[Limb landmark coordinates]
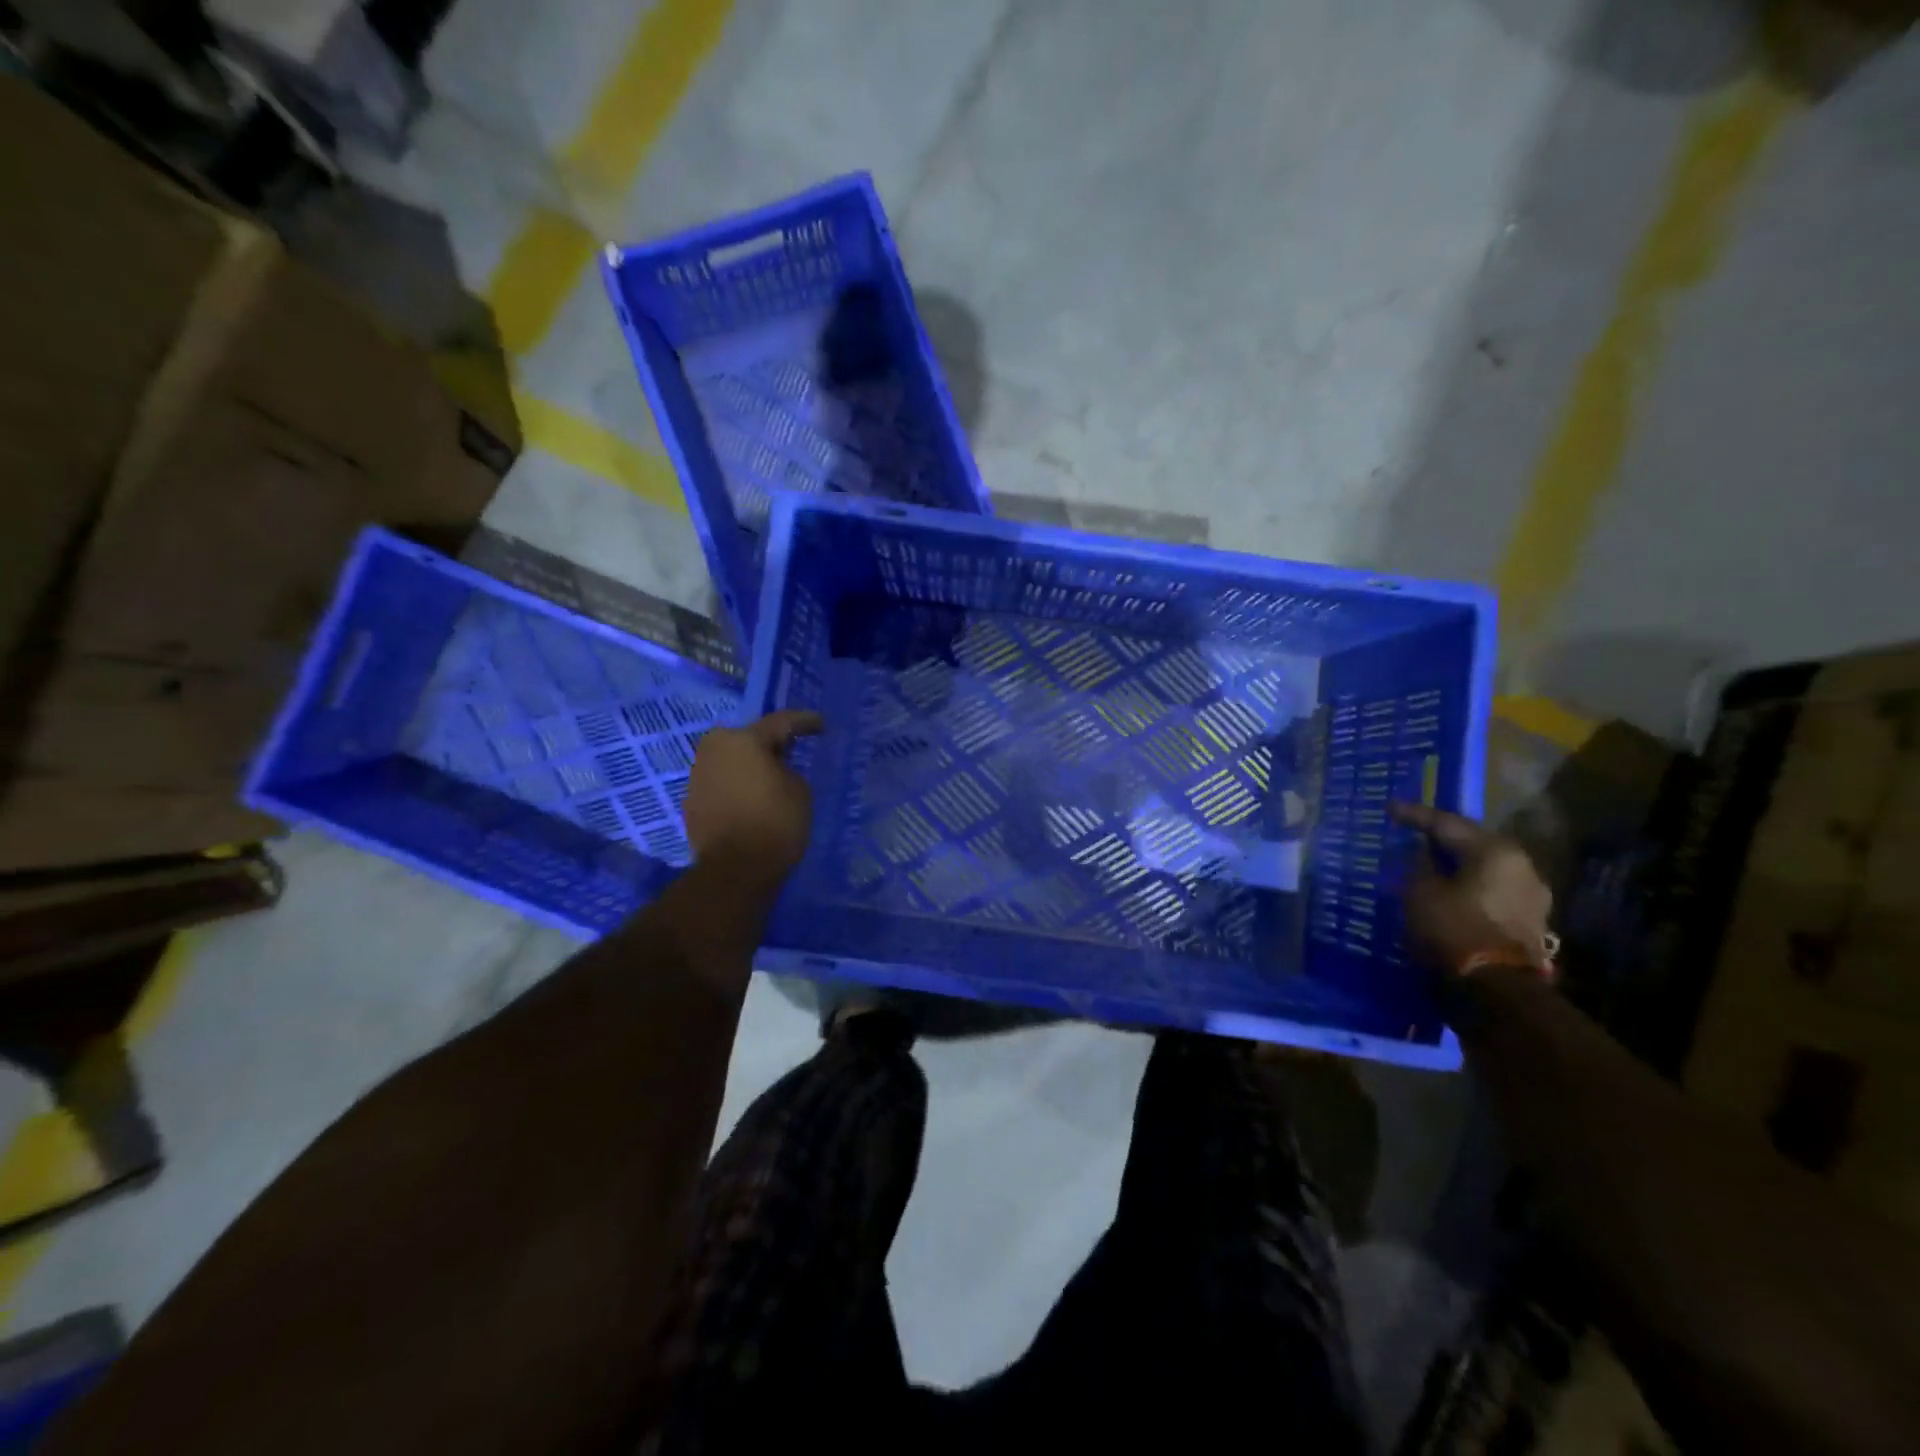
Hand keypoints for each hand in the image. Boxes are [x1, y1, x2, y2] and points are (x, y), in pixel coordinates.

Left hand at [684, 711, 823, 887]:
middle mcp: (714, 748)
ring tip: (774, 776)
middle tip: (794, 751)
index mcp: (743, 739)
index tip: (821, 725)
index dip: (805, 722)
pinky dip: (739, 786)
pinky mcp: (692, 800)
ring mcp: (698, 774)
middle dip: (771, 745)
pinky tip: (754, 797)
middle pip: (750, 740)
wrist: (734, 871)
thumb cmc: (775, 823)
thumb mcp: (799, 790)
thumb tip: (775, 770)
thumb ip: (788, 769)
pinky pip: (723, 783)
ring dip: (752, 766)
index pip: (781, 722)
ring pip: (733, 761)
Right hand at [1389, 802, 1554, 976]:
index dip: (1414, 815)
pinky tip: (1449, 890)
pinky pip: (1491, 890)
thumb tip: (1422, 852)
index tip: (1390, 809)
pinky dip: (1468, 886)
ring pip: (1484, 869)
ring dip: (1456, 865)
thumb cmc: (1453, 931)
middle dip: (1441, 840)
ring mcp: (1531, 895)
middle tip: (1412, 834)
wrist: (1497, 991)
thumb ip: (1419, 865)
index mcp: (1495, 851)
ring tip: (1429, 865)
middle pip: (1473, 843)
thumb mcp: (1420, 892)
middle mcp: (1521, 866)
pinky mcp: (1530, 921)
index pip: (1447, 824)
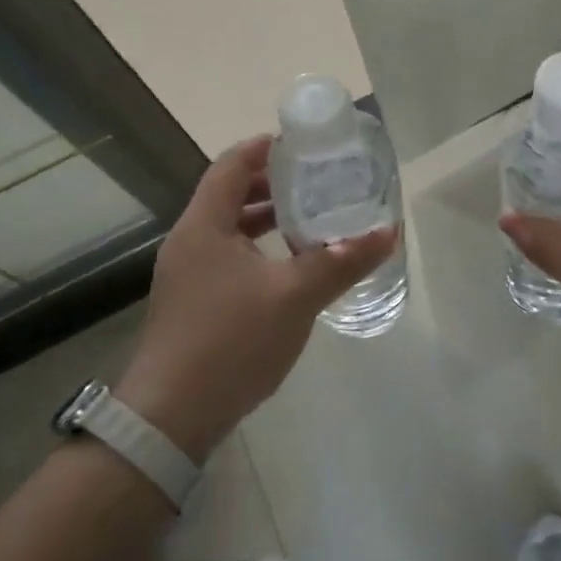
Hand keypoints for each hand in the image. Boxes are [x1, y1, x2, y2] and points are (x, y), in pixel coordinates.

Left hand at [117, 136, 396, 460]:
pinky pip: (227, 258)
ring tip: (308, 220)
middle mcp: (189, 241)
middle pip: (229, 195)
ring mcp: (186, 275)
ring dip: (265, 220)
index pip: (231, 165)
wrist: (172, 417)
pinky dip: (258, 250)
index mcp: (205, 225)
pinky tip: (288, 270)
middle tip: (315, 181)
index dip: (264, 148)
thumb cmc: (231, 341)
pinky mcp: (191, 303)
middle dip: (272, 185)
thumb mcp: (295, 297)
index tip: (302, 144)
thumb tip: (388, 233)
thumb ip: (341, 262)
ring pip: (229, 230)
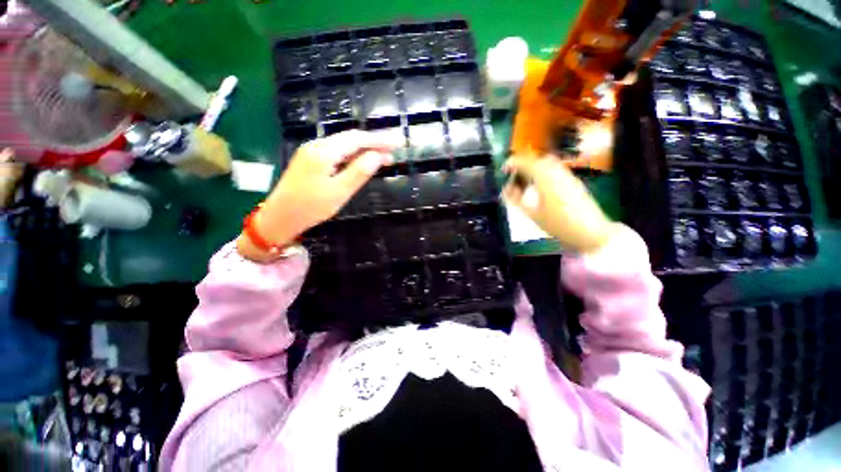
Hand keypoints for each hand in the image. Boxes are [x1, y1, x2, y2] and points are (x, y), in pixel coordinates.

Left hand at [237, 130, 398, 261]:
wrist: (280, 217)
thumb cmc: (311, 207)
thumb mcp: (340, 191)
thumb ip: (359, 171)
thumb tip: (378, 155)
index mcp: (324, 152)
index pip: (357, 139)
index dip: (380, 139)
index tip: (399, 142)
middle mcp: (317, 145)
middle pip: (351, 138)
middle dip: (374, 142)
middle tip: (395, 149)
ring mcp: (313, 152)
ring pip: (344, 145)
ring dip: (365, 149)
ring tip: (385, 157)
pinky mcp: (312, 160)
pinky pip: (337, 152)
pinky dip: (353, 155)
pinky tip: (363, 161)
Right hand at [502, 155, 621, 253]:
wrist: (590, 231)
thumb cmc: (558, 224)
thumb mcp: (532, 214)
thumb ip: (516, 200)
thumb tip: (506, 190)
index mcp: (545, 177)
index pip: (525, 162)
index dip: (512, 164)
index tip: (503, 170)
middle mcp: (556, 171)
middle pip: (536, 160)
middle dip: (522, 166)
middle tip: (513, 179)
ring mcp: (567, 175)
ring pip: (546, 164)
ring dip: (532, 170)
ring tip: (524, 185)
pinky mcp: (573, 181)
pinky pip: (554, 170)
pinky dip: (542, 174)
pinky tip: (538, 188)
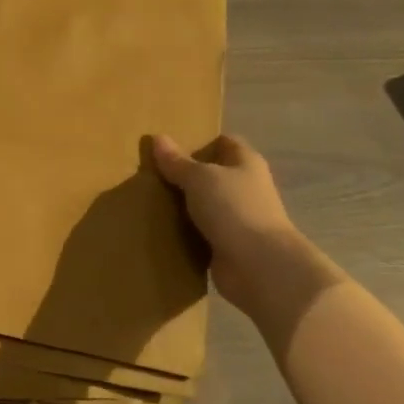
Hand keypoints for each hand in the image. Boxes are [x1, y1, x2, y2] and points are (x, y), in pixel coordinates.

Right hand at [153, 133, 309, 322]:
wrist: (259, 266)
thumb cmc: (233, 209)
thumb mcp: (200, 178)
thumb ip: (177, 161)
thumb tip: (158, 138)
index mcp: (245, 163)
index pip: (224, 143)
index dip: (199, 141)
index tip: (168, 145)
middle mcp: (244, 188)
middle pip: (211, 174)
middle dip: (183, 174)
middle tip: (148, 173)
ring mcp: (236, 218)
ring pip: (203, 204)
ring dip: (180, 205)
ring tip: (145, 199)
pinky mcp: (225, 244)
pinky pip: (199, 232)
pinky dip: (182, 231)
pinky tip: (157, 228)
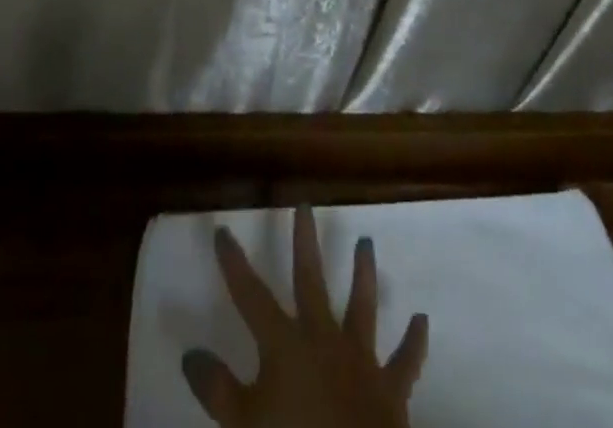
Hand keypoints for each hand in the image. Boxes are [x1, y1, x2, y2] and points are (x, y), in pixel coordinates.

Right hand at [183, 205, 428, 427]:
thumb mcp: (243, 425)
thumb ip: (218, 389)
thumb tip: (190, 352)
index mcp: (285, 344)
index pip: (250, 295)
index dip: (234, 263)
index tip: (223, 229)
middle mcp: (322, 338)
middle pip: (310, 280)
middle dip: (305, 243)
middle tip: (306, 205)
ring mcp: (360, 359)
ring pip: (362, 306)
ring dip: (364, 274)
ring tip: (366, 242)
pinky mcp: (390, 388)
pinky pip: (405, 362)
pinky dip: (414, 342)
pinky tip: (422, 320)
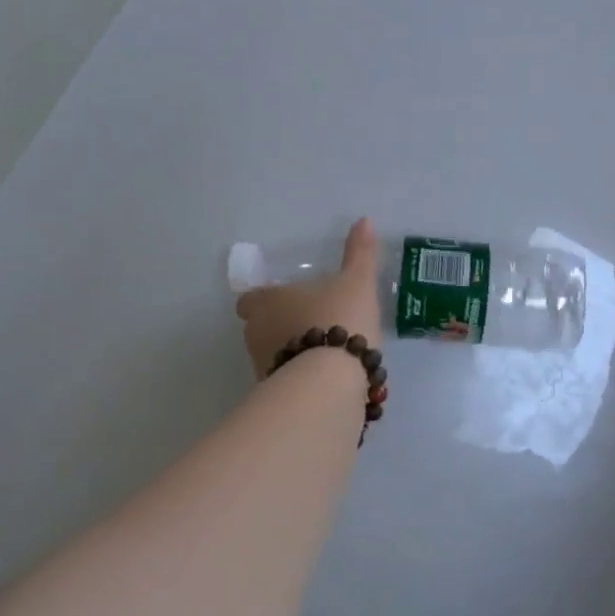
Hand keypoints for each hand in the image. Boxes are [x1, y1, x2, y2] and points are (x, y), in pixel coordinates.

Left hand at [236, 219, 384, 377]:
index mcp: (267, 302)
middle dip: (279, 326)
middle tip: (310, 323)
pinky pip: (287, 381)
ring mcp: (263, 367)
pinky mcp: (278, 395)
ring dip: (291, 353)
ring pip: (273, 355)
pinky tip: (326, 379)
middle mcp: (256, 333)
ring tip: (323, 353)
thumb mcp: (357, 282)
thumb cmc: (339, 320)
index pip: (250, 299)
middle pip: (259, 327)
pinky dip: (301, 378)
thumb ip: (360, 253)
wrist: (331, 382)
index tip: (284, 299)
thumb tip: (364, 220)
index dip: (263, 298)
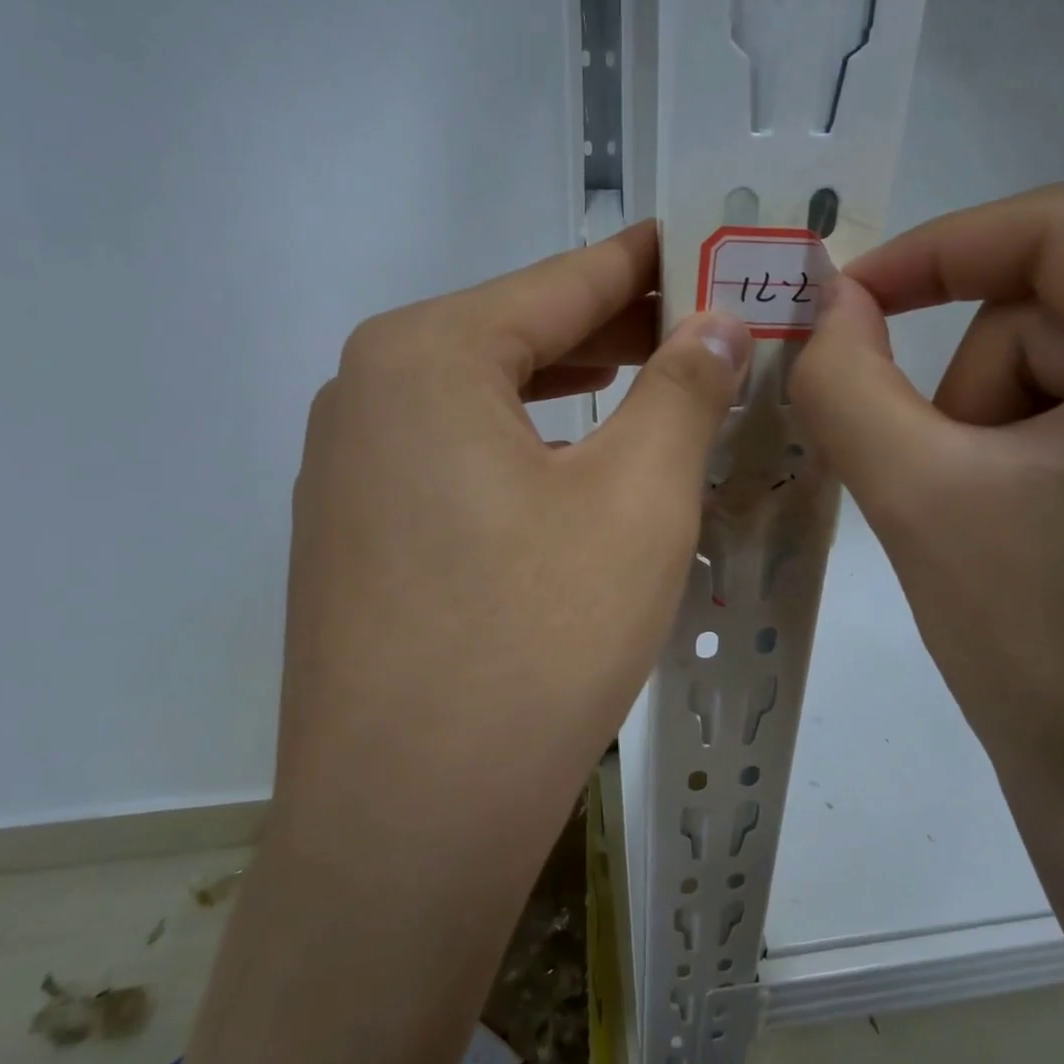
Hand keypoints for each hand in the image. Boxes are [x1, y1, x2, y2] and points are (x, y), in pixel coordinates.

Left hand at [278, 220, 751, 871]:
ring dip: (572, 391)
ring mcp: (346, 472)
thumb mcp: (637, 500)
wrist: (409, 818)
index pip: (563, 280)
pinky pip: (455, 461)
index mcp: (424, 355)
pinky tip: (573, 470)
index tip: (707, 245)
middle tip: (706, 327)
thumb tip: (717, 324)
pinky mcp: (353, 538)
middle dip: (618, 330)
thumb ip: (682, 390)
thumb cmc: (534, 639)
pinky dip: (525, 449)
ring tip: (652, 384)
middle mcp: (364, 394)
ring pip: (485, 402)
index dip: (649, 262)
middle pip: (518, 336)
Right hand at [792, 183, 1063, 938]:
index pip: (1059, 226)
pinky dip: (1058, 441)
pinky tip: (1050, 526)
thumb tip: (825, 302)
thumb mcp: (918, 500)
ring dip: (1012, 424)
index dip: (933, 252)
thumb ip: (847, 383)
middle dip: (980, 391)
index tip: (848, 304)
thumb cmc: (1043, 654)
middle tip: (949, 490)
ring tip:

> [TASK ITEM]:
Wherever the word "wrist" turns up in a line of the entries above, copy that line.

> [EXERCISE OUTPUT]:
wrist: (734, 871)
wrist: (1497, 991)
wrist: (172, 417)
wrist: (280, 217)
wrist: (590, 231)
wrist: (259, 266)
wrist: (331, 382)
wrist: (409, 818)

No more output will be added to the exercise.